Merak edenler için bazı şehirlerde alınan vergileri de paylaşayım:
Alınan bu vergilerin elbette bazı istisnaları var; engelliler için hizmet köpekleri ile bekçiler ve orman görevlileri tarafından kullanılan köpekler için ödeme yapmak zorunluluğu bulunmamakta. Kurtarma köpekleri de ilk yıl için vergiden muafmış.
Kediler için bir vergi söz konusu değil ancak onların da sokakta bulunması yasak. Zorunlu çipler nedeniyle sokağa terkedilen bir kedinin sahibi rahatlıkla bulunabiliyor ve sahibi bir cezayla karşılaşıyor. Kedi yasağını çok anlayamamıştım ancak özetle; doğal yaşamın korunması, hayvan refahı, kamu sağlığı ve özel mülkiyet hakları gibi nedenlerle kontrol altında olduğunu öğrendim.
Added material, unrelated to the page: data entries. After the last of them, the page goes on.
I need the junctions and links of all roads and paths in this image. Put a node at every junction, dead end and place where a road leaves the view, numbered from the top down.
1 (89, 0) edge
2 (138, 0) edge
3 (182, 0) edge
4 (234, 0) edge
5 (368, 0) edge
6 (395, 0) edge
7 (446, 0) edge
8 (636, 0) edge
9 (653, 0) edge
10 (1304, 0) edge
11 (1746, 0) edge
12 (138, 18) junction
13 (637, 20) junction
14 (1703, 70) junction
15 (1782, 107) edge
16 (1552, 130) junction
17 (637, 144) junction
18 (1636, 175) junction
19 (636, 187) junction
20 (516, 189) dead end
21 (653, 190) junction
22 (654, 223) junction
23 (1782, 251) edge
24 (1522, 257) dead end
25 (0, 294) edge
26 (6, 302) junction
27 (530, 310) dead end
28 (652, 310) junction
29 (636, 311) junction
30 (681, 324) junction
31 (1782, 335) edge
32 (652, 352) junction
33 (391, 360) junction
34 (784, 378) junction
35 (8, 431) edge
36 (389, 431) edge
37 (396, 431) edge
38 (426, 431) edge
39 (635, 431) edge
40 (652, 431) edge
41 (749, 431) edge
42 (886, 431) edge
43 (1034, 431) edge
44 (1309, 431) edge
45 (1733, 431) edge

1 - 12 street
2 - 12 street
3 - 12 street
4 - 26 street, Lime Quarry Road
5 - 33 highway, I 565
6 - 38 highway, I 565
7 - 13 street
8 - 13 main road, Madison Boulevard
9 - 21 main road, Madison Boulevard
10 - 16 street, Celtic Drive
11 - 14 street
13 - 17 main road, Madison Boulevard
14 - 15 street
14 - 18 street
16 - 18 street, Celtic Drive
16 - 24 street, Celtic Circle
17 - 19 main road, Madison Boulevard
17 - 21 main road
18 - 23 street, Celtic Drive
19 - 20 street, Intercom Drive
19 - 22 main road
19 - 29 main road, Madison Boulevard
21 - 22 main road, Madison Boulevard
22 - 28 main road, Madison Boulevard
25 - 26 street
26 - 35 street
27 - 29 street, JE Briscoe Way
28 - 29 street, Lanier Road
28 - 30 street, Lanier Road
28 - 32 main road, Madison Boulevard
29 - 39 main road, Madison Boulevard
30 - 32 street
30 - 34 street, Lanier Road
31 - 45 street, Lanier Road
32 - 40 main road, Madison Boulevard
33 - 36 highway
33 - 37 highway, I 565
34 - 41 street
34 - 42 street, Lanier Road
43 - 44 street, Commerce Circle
Bu amaçla, kısırlaştırma, sahiplendirme ve beslenme gibi çeşitli önlemler alınmakta imiş.
Elbette konu oldukça kompleks ama bir o kadar da basit. Farklı ülkelerde yaşanan tartışmaları görünce hayrete düşüyorum.
Kendisi ya da herhangi bir yakını bir köpeğin saldırısına uğramamış, bu acıyı ve travmayı yaşamayanlar için bazı öneriler gereksiz gelebilir ancak...
bu büyük bir sorun ve çözülmesinde yarar var.
Gördüğüm şu ki; Almanya azıcık farelere ve de az biraz vergilere katlanarak sokak hayvanı meselesini çözmüş görünüyor.
Köpek saldırıları kaynaklı acılar, kazalar, yaralanmalar ve ölümler olmuyor ya da çok istisnai bir şekilde oluyor.
Ne dersiniz buna değmez mi?
Bu sorunun cevabını karar alıcılardan ziyade galiba insanların vermesi gerekiyor!
Bir canın/bin canın kaybı, azıcık bir vergi/bedel ile önlenebilecekse neden olmasın?
"Vergiler bu kadar yüksek ve çokken bu nasıl mümkün olabilir?" seslerini duyar gibiyim; o zaman 10 numaralı Kendime Not da, ülkelerin vergilemedeki sıralamasına dair olsun, bir ezber daha bozulsun, ne dersiniz?